┌────────
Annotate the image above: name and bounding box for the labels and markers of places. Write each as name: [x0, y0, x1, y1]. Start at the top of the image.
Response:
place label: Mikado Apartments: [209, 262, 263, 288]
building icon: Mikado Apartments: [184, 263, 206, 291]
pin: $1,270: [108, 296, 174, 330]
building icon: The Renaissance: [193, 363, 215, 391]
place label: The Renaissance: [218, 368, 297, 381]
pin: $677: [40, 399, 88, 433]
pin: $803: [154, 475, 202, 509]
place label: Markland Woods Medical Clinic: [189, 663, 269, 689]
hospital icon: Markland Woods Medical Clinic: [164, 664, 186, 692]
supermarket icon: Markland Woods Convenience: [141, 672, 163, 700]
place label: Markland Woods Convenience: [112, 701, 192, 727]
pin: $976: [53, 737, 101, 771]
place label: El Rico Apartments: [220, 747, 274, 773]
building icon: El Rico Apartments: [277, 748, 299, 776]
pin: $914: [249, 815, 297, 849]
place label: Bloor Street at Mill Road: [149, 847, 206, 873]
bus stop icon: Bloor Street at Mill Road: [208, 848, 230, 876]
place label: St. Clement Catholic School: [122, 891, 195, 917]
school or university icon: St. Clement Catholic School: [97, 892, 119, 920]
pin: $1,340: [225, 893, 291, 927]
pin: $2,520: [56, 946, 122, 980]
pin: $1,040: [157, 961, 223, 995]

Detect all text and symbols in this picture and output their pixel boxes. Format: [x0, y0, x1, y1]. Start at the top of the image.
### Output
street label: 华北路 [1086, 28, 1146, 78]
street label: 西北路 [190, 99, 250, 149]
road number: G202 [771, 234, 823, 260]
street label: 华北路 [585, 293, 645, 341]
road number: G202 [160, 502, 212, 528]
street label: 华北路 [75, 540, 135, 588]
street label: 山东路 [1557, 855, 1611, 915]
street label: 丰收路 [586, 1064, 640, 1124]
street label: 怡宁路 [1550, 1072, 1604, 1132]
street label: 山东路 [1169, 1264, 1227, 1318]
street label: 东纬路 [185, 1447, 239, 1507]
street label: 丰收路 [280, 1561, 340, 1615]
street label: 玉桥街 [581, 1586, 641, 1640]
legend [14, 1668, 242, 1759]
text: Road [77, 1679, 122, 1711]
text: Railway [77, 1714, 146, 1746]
└────────
- [Activity] Everything in the listing above should be printed again exactly.

- [Solution for this exercise]
Annotate the image above: name and bounding box for the labels and markers of places. Write each as name: [x0, y0, x1, y1]. Start at the top of the image.
Response:
place label: Mikado Apartments: [209, 262, 263, 288]
building icon: Mikado Apartments: [184, 263, 206, 291]
pin: $1,270: [108, 296, 174, 330]
building icon: The Renaissance: [193, 363, 215, 391]
place label: The Renaissance: [218, 368, 297, 381]
pin: $677: [40, 399, 88, 433]
pin: $803: [154, 475, 202, 509]
place label: Markland Woods Medical Clinic: [189, 663, 269, 689]
hospital icon: Markland Woods Medical Clinic: [164, 664, 186, 692]
supermarket icon: Markland Woods Convenience: [141, 672, 163, 700]
place label: Markland Woods Convenience: [112, 701, 192, 727]
pin: $976: [53, 737, 101, 771]
place label: El Rico Apartments: [220, 747, 274, 773]
building icon: El Rico Apartments: [277, 748, 299, 776]
pin: $914: [249, 815, 297, 849]
place label: Bloor Street at Mill Road: [149, 847, 206, 873]
bus stop icon: Bloor Street at Mill Road: [208, 848, 230, 876]
place label: St. Clement Catholic School: [122, 891, 195, 917]
school or university icon: St. Clement Catholic School: [97, 892, 119, 920]
pin: $1,340: [225, 893, 291, 927]
pin: $2,520: [56, 946, 122, 980]
pin: $1,040: [157, 961, 223, 995]

Detect all text and symbols in this picture and output their pixel boxes. Format: [x0, y0, x1, y1]. Start at the top of the image.
### Output
street label: 华北路 [1086, 28, 1146, 78]
street label: 西北路 [190, 99, 250, 149]
road number: G202 [771, 234, 823, 260]
street label: 华北路 [585, 293, 645, 341]
road number: G202 [160, 502, 212, 528]
street label: 华北路 [75, 540, 135, 588]
street label: 山东路 [1557, 855, 1611, 915]
street label: 丰收路 [586, 1064, 640, 1124]
street label: 怡宁路 [1550, 1072, 1604, 1132]
street label: 山东路 [1169, 1264, 1227, 1318]
street label: 东纬路 [185, 1447, 239, 1507]
street label: 丰收路 [280, 1561, 340, 1615]
street label: 玉桥街 [581, 1586, 641, 1640]
legend [14, 1668, 242, 1759]
text: Road [77, 1679, 122, 1711]
text: Railway [77, 1714, 146, 1746]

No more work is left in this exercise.